Художник спектакля Энар Стенберг натянул на фоне голубого задника пять металлических тросов, разлиновав небо, как нотную бумагу. Актеры на пяти этих тросах на ярком фоне в черных костюмах восседали всемером, точно ноты на нотном стане.
Высоцкий участвовал как «соавтор» Вознесенского и как «сокомпозитор» Б.Хмельницкого. «Я изучил все ноты от и до» — эта песня звучала в первой части спектакля. А во второй части, в сцене, где речь шла об убийстве Кеннеди, на фоне кроваво-красного задника Высоцкий пел «Охоту на волков». И была у него сквозная через весь спектакль роль Поэта.
Весь декабрь и январь 70-го года Высоцкий активно репетирует.
28 января состоялся прогон спектакля для художественного совета театра, а 4 февраля сдача «Лиц» Главному управлению культуры.
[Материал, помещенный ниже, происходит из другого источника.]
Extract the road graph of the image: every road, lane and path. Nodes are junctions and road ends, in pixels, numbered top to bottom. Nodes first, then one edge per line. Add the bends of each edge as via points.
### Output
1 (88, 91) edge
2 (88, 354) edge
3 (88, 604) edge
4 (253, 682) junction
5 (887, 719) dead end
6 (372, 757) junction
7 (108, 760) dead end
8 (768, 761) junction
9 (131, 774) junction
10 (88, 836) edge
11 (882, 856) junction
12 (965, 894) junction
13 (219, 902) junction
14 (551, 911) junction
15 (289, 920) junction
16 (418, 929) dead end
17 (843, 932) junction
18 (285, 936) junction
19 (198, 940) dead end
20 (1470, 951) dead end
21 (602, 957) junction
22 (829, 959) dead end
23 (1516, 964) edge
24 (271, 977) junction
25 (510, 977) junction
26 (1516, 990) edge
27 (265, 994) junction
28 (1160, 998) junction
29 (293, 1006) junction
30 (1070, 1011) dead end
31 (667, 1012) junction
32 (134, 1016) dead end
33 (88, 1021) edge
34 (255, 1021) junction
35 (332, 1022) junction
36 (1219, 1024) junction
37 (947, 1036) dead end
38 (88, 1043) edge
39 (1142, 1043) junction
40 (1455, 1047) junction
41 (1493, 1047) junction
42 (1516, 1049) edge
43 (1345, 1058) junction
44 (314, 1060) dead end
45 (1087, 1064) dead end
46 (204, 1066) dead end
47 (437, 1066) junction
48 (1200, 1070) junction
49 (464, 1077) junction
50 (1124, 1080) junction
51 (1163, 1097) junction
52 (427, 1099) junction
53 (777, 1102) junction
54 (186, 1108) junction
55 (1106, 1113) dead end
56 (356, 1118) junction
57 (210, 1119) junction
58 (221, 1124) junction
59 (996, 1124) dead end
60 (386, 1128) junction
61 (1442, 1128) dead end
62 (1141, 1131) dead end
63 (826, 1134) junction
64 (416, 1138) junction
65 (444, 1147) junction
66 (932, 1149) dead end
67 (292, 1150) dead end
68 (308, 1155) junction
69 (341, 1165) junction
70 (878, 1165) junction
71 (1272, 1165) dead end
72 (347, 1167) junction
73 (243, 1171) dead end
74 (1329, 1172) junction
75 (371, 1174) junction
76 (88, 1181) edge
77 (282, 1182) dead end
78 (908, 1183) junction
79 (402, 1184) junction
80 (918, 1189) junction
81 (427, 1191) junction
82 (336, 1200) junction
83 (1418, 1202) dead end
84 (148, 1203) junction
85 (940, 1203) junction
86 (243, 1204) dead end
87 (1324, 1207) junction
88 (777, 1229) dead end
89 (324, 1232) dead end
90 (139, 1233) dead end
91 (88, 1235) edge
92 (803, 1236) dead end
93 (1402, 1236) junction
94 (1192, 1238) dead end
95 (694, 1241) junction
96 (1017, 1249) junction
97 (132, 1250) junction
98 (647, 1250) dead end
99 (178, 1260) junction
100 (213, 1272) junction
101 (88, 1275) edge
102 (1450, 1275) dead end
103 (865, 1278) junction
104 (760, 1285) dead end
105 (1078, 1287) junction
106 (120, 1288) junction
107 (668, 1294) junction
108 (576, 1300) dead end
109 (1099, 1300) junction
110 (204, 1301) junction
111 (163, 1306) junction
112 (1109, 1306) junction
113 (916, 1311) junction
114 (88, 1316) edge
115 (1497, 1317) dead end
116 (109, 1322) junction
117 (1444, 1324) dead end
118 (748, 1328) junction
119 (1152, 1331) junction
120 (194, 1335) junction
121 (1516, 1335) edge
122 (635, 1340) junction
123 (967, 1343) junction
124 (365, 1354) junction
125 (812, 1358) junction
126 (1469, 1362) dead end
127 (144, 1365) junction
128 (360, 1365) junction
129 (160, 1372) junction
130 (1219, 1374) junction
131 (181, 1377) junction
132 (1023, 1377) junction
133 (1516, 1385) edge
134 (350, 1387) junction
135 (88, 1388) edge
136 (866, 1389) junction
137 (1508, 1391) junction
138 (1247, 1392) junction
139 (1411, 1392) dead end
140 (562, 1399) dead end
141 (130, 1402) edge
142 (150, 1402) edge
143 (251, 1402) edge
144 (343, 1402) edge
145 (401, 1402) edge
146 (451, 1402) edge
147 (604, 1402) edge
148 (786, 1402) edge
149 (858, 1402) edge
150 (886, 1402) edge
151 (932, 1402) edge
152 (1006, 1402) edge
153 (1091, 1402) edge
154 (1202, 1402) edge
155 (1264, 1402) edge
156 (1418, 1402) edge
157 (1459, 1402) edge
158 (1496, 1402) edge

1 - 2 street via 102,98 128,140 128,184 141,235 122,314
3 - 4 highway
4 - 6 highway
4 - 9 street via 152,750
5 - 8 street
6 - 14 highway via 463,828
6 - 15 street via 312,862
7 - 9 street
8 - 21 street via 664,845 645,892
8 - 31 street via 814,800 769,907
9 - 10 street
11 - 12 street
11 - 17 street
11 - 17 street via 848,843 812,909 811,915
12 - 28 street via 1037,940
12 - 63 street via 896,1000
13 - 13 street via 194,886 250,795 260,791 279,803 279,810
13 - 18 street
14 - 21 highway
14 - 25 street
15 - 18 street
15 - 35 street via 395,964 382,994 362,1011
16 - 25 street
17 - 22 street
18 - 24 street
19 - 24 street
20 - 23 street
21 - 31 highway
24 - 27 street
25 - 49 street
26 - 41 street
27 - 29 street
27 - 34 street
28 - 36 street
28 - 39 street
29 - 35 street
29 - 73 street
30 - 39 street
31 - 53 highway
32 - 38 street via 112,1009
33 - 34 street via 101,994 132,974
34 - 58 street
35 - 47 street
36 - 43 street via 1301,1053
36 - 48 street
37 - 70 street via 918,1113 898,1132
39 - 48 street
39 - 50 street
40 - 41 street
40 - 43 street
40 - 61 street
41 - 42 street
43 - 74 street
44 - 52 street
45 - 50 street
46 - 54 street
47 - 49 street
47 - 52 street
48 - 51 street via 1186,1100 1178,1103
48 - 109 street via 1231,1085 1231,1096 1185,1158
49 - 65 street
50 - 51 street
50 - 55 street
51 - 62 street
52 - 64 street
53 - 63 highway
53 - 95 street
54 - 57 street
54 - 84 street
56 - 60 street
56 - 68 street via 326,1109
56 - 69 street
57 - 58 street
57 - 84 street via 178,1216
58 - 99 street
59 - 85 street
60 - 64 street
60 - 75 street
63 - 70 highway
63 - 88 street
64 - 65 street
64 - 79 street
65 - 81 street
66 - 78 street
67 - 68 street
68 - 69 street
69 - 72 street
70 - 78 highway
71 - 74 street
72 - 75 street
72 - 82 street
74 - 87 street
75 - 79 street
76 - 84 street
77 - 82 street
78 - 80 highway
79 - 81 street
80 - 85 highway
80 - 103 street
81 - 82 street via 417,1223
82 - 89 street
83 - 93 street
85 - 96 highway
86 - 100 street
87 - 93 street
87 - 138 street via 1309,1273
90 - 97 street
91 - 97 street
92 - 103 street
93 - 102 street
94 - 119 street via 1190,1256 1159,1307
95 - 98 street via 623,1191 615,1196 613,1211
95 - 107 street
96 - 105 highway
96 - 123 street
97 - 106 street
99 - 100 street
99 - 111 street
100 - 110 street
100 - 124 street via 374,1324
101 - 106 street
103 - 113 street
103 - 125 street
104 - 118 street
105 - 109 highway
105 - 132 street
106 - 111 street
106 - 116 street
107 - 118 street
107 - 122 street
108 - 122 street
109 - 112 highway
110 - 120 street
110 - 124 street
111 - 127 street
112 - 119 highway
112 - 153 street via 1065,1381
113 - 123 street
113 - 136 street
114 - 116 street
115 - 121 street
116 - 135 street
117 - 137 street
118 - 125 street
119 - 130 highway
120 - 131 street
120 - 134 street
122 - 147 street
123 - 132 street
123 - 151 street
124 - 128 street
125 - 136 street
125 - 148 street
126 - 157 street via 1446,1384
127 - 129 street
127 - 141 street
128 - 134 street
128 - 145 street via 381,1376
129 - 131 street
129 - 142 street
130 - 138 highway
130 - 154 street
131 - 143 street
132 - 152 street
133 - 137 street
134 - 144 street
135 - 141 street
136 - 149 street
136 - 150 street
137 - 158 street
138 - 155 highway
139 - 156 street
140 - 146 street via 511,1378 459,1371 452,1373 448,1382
Кульминацией спектакля стала песня «Охота на волков». Шел 70-й год, когда реакция все сильнее и сильнее наступала на демократические свободы, и поэтому эту песню-приговор зрители слушали в мертвой тишине. Ошеломленный зал не мог поднять руки для аплодисментов и повторял про себя: «Идет охота на волков! Идет охота!»